Using "edges" as the search string, find the matching lines below and copy them.

Collected data
================

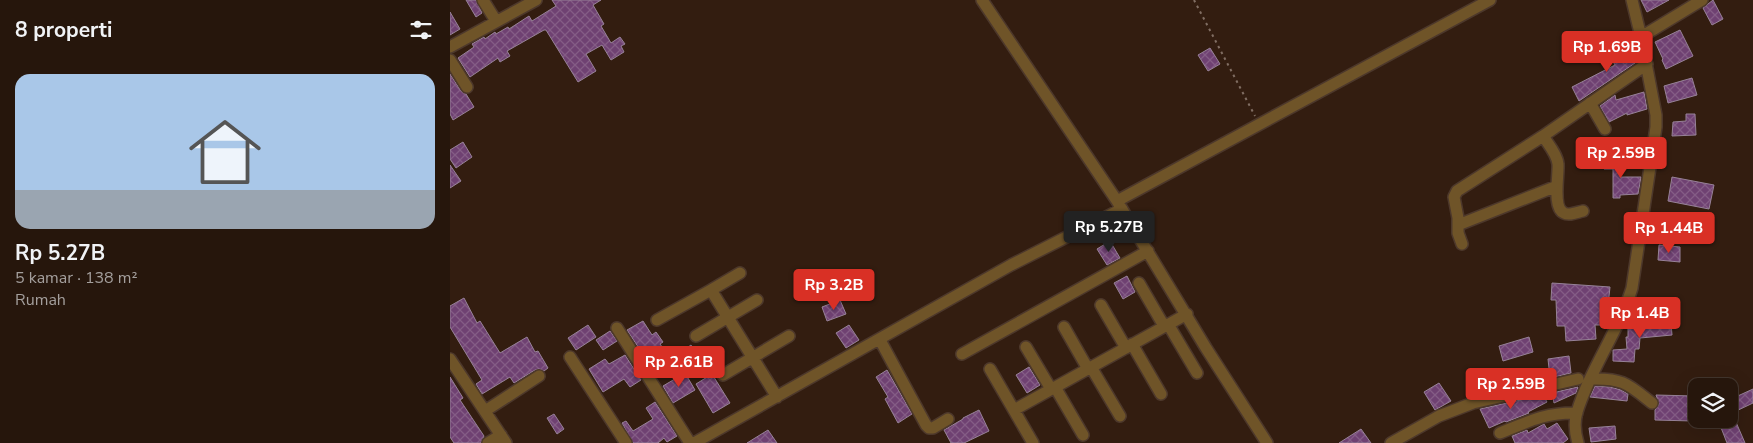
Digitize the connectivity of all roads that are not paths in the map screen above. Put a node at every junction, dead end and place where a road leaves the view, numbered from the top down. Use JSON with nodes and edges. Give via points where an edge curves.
{"nodes":[{"id":1,"x":483,"y":0,"type":"edge"},
{"id":2,"x":536,"y":0,"type":"edge"},
{"id":3,"x":982,"y":0,"type":"edge"},
{"id":4,"x":1490,"y":0,"type":"edge"},
{"id":5,"x":1632,"y":0,"type":"edge"},
{"id":6,"x":1702,"y":0,"type":"edge"},
{"id":7,"x":496,"y":21,"type":"junction"},
{"id":8,"x":1642,"y":37,"type":"junction"},
{"id":9,"x":450,"y":48,"type":"edge"},
{"id":10,"x":450,"y":60,"type":"edge"},
{"id":11,"x":1647,"y":64,"type":"junction"},
{"id":12,"x":467,"y":87,"type":"dead end"},
{"id":13,"x":1590,"y":104,"type":"junction"},
{"id":14,"x":1605,"y":129,"type":"dead end"},
{"id":15,"x":1543,"y":136,"type":"junction"},
{"id":16,"x":1557,"y":186,"type":"junction"},
{"id":17,"x":1119,"y":205,"type":"junction"},
{"id":18,"x":1583,"y":211,"type":"dead end"},
{"id":19,"x":1458,"y":225,"type":"junction"},
{"id":20,"x":1462,"y":244,"type":"dead end"},
{"id":21,"x":1148,"y":251,"type":"junction"},
{"id":22,"x":740,"y":273,"type":"dead end"},
{"id":23,"x":1139,"y":283,"type":"dead end"},
{"id":24,"x":711,"y":290,"type":"junction"},
{"id":25,"x":757,"y":300,"type":"dead end"},
{"id":26,"x":1101,"y":306,"type":"dead end"},
{"id":27,"x":1187,"y":314,"type":"junction"},
{"id":28,"x":728,"y":317,"type":"junction"},
{"id":29,"x":657,"y":320,"type":"dead end"},
{"id":30,"x":1166,"y":325,"type":"junction"},
{"id":31,"x":1064,"y":327,"type":"dead end"},
{"id":32,"x":617,"y":328,"type":"dead end"},
{"id":33,"x":696,"y":336,"type":"dead end"},
{"id":34,"x":789,"y":336,"type":"dead end"},
{"id":35,"x":880,"y":340,"type":"junction"},
{"id":36,"x":1129,"y":346,"type":"junction"},
{"id":37,"x":1026,"y":347,"type":"dead end"},
{"id":38,"x":962,"y":354,"type":"dead end"},
{"id":39,"x":570,"y":356,"type":"dead end"},
{"id":40,"x":753,"y":357,"type":"junction"},
{"id":41,"x":450,"y":358,"type":"edge"},
{"id":42,"x":1090,"y":368,"type":"junction"},
{"id":43,"x":990,"y":369,"type":"dead end"},
{"id":44,"x":1197,"y":374,"type":"dead end"},
{"id":45,"x":723,"y":375,"type":"dead end"},
{"id":46,"x":539,"y":376,"type":"dead end"},
{"id":47,"x":1578,"y":379,"type":"dead end"},
{"id":48,"x":1591,"y":379,"type":"junction"},
{"id":49,"x":1053,"y":388,"type":"junction"},
{"id":50,"x":1161,"y":394,"type":"dead end"},
{"id":51,"x":777,"y":397,"type":"junction"},
{"id":52,"x":1652,"y":404,"type":"dead end"},
{"id":53,"x":1014,"y":410,"type":"junction"},
{"id":54,"x":485,"y":411,"type":"junction"},
{"id":55,"x":1577,"y":413,"type":"junction"},
{"id":56,"x":1120,"y":416,"type":"dead end"},
{"id":57,"x":948,"y":420,"type":"dead end"},
{"id":58,"x":1500,"y":433,"type":"dead end"},
{"id":59,"x":1083,"y":435,"type":"dead end"},
{"id":60,"x":503,"y":439,"type":"edge"},
{"id":61,"x":488,"y":443,"type":"edge"},
{"id":62,"x":626,"y":443,"type":"edge"},
{"id":63,"x":690,"y":443,"type":"edge"},
{"id":64,"x":694,"y":443,"type":"edge"},
{"id":65,"x":1033,"y":443,"type":"edge"},
{"id":66,"x":1267,"y":443,"type":"edge"},
{"id":67,"x":1390,"y":443,"type":"edge"},
{"id":68,"x":1578,"y":443,"type":"edge"}],
"edges":[{"from":1,"to":7,"type":"street"},
{"from":2,"to":7,"type":"street"},
{"from":3,"to":17,"type":"street"},
{"from":4,"to":17,"type":"street"},
{"from":5,"to":8,"type":"street"},
{"from":6,"to":8,"type":"street"},
{"from":7,"to":9,"type":"street"},
{"from":8,"to":11,"type":"street"},
{"from":10,"to":12,"type":"street"},
{"from":11,"to":13,"type":"street"},
{"from":11,"to":48,"type":"street","via":[[1656,127],[1635,274],[1627,304]]},
{"from":13,"to":14,"type":"street"},
{"from":13,"to":15,"type":"street"},
{"from":15,"to":16,"type":"street","via":[[1557,161]]},
{"from":15,"to":19,"type":"street","via":[[1457,191],[1454,197]]},
{"from":16,"to":18,"type":"street","via":[[1562,213]]},
{"from":16,"to":19,"type":"street"},
{"from":17,"to":21,"type":"street"},
{"from":17,"to":35,"type":"street"},
{"from":19,"to":20,"type":"street"},
{"from":21,"to":27,"type":"street"},
{"from":21,"to":38,"type":"street"},
{"from":22,"to":24,"type":"street"},
{"from":23,"to":30,"type":"street"},
{"from":24,"to":28,"type":"street"},
{"from":24,"to":29,"type":"street"},
{"from":25,"to":28,"type":"street"},
{"from":26,"to":36,"type":"street"},
{"from":27,"to":30,"type":"street"},
{"from":27,"to":66,"type":"street"},
{"from":28,"to":33,"type":"street"},
{"from":28,"to":40,"type":"street"},
{"from":30,"to":36,"type":"street"},
{"from":30,"to":44,"type":"street"},
{"from":31,"to":42,"type":"street"},
{"from":32,"to":63,"type":"street"},
{"from":34,"to":40,"type":"street"},
{"from":35,"to":51,"type":"street"},
{"from":35,"to":57,"type":"street","via":[[926,425],[932,428]]},
{"from":36,"to":42,"type":"street"},
{"from":36,"to":50,"type":"street"},
{"from":37,"to":49,"type":"street"},
{"from":39,"to":62,"type":"street"},
{"from":40,"to":45,"type":"street"},
{"from":40,"to":51,"type":"street"},
{"from":41,"to":54,"type":"street"},
{"from":42,"to":49,"type":"street"},
{"from":42,"to":56,"type":"street"},
{"from":43,"to":53,"type":"street"},
{"from":46,"to":54,"type":"street"},
{"from":47,"to":67,"type":"street","via":[[1464,406]]},
{"from":48,"to":52,"type":"street","via":[[1610,378],[1626,383]]},
{"from":48,"to":55,"type":"street"},
{"from":49,"to":53,"type":"street"},
{"from":49,"to":59,"type":"street"},
{"from":51,"to":64,"type":"street"},
{"from":53,"to":65,"type":"street"},
{"from":54,"to":60,"type":"street"},
{"from":55,"to":58,"type":"street","via":[[1541,416]]},
{"from":55,"to":68,"type":"street"},
{"from":60,"to":61,"type":"street"}]}
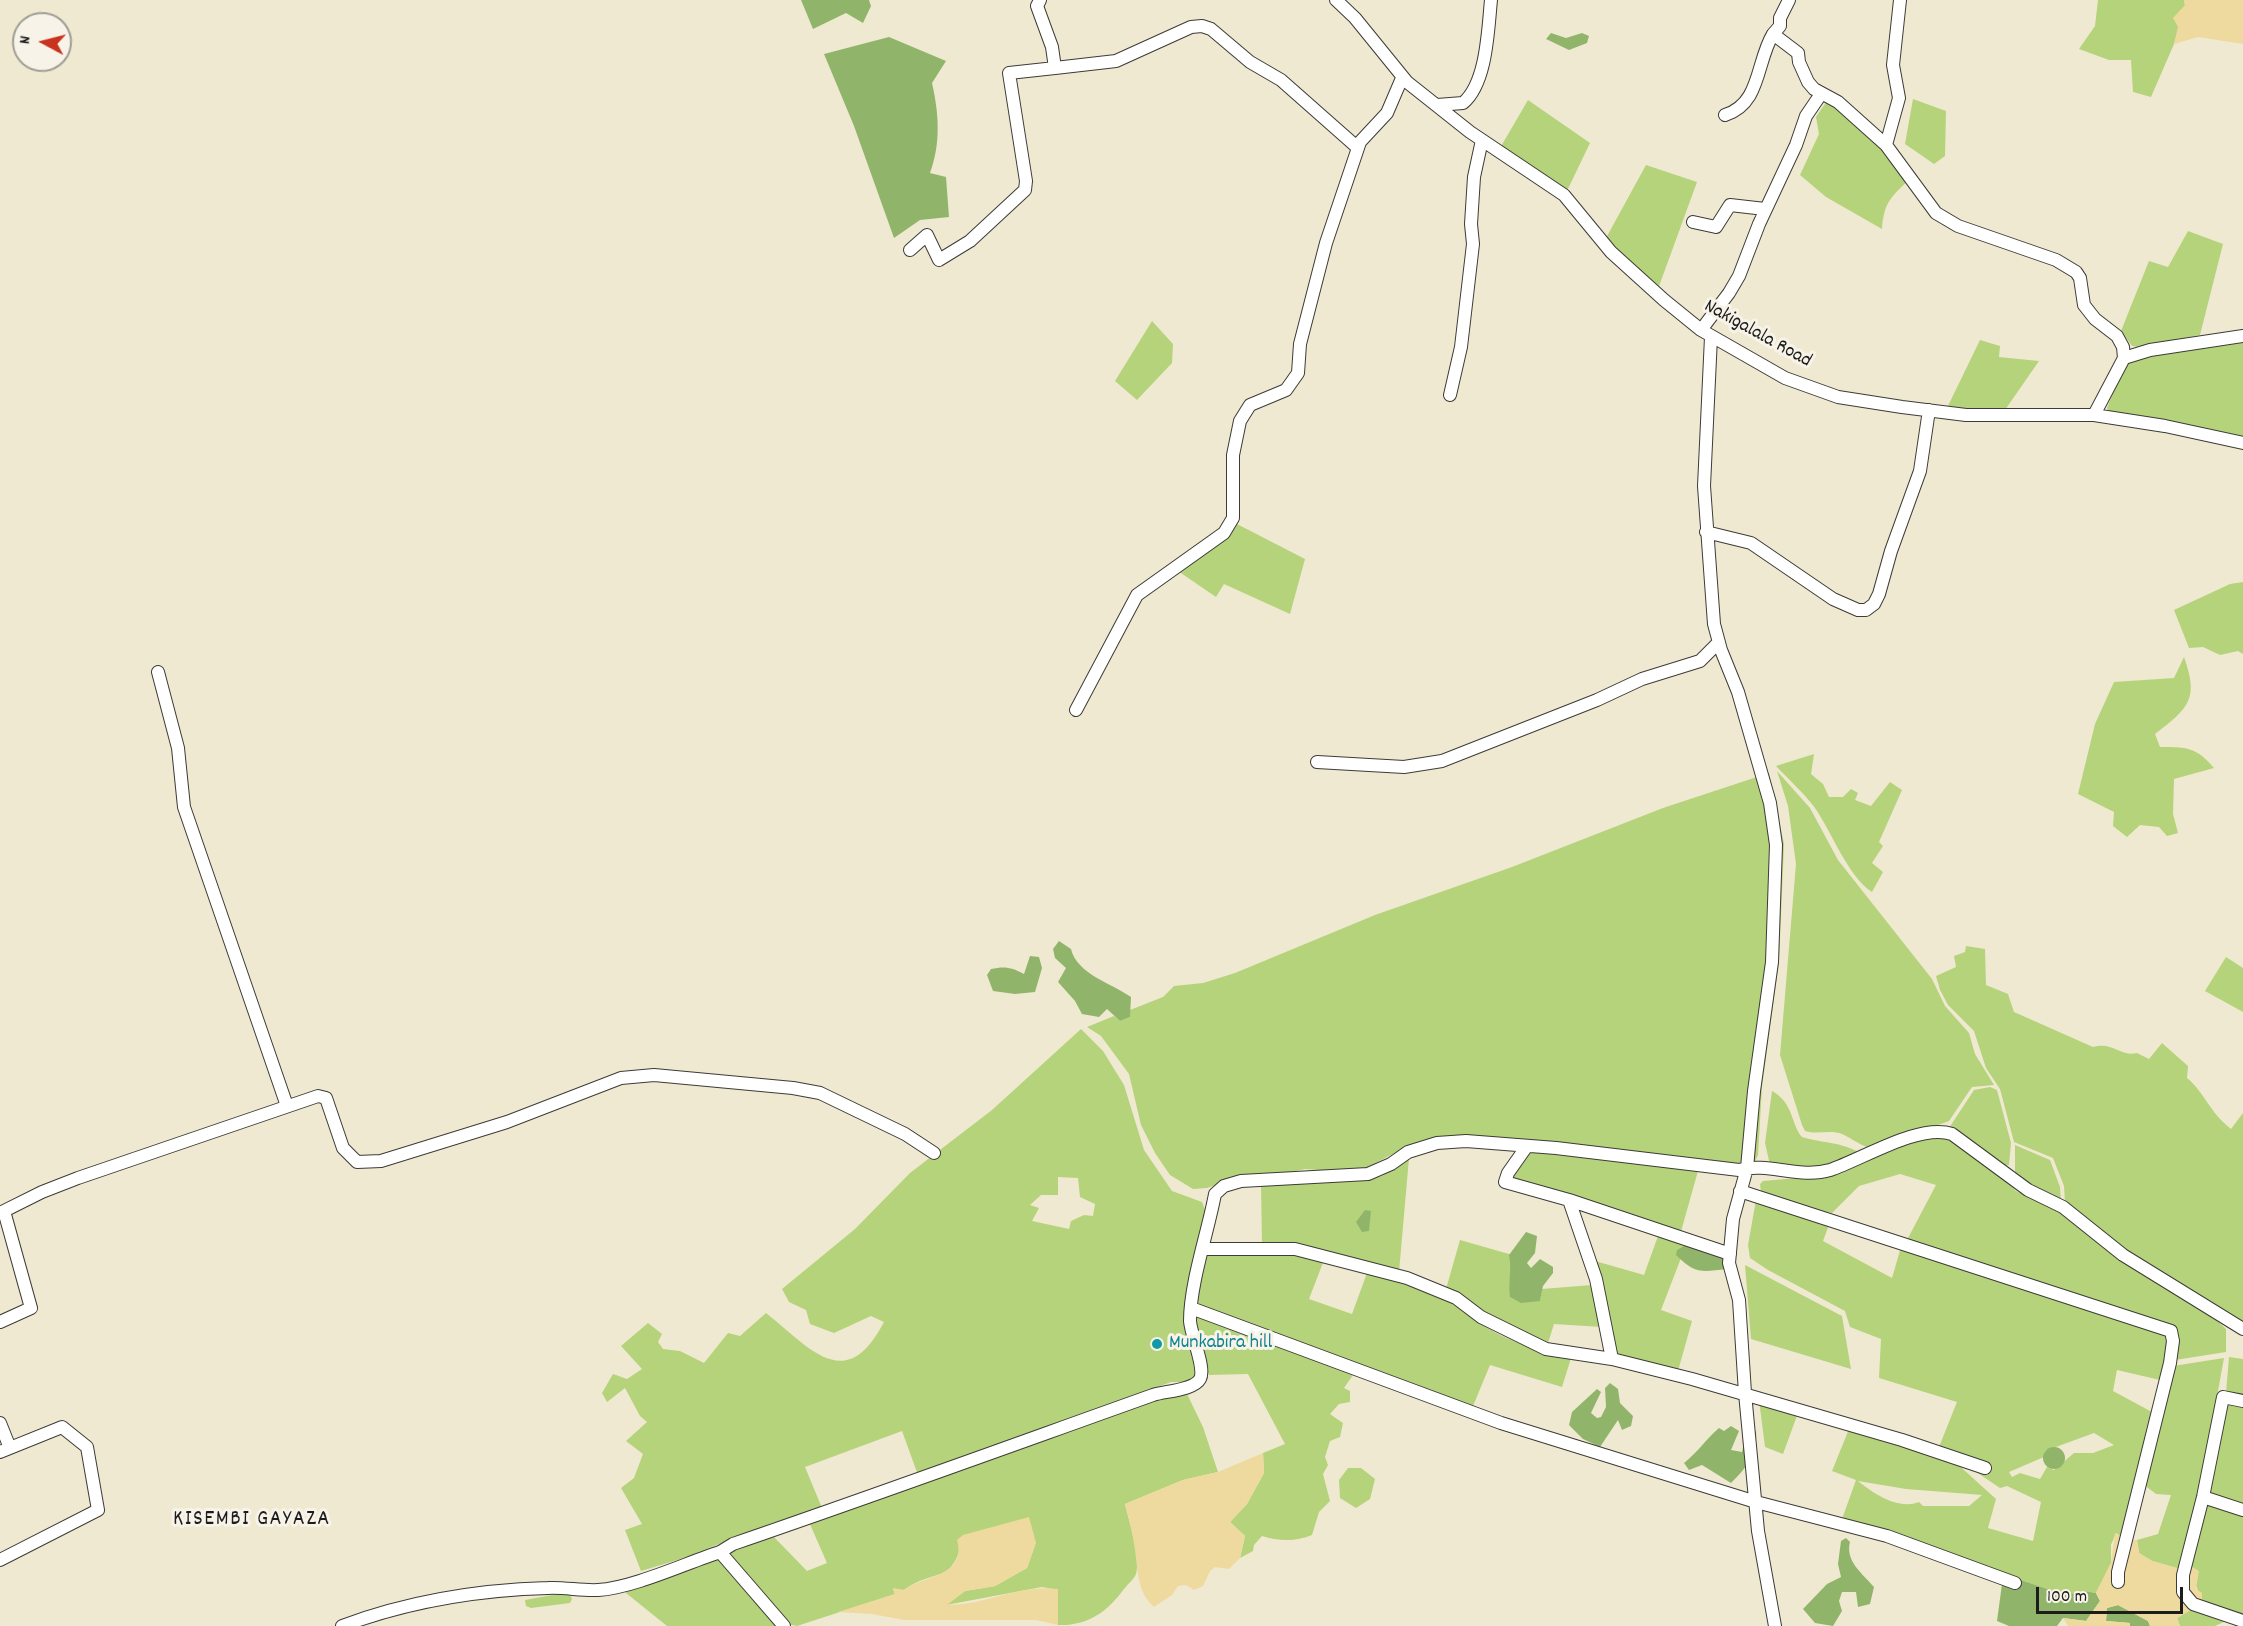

================

● SOLUTION TO THE EXERCISE:
Digitize the connectivity of all roads that are not paths in the map screen above. Put a node at every junction, dead end and place where a road leaves the view, numbered from the top down. Use JSON with nodes and edges. Give via points where an edge curves.
"edges":[{"from":1,"to":7,"type":"street"},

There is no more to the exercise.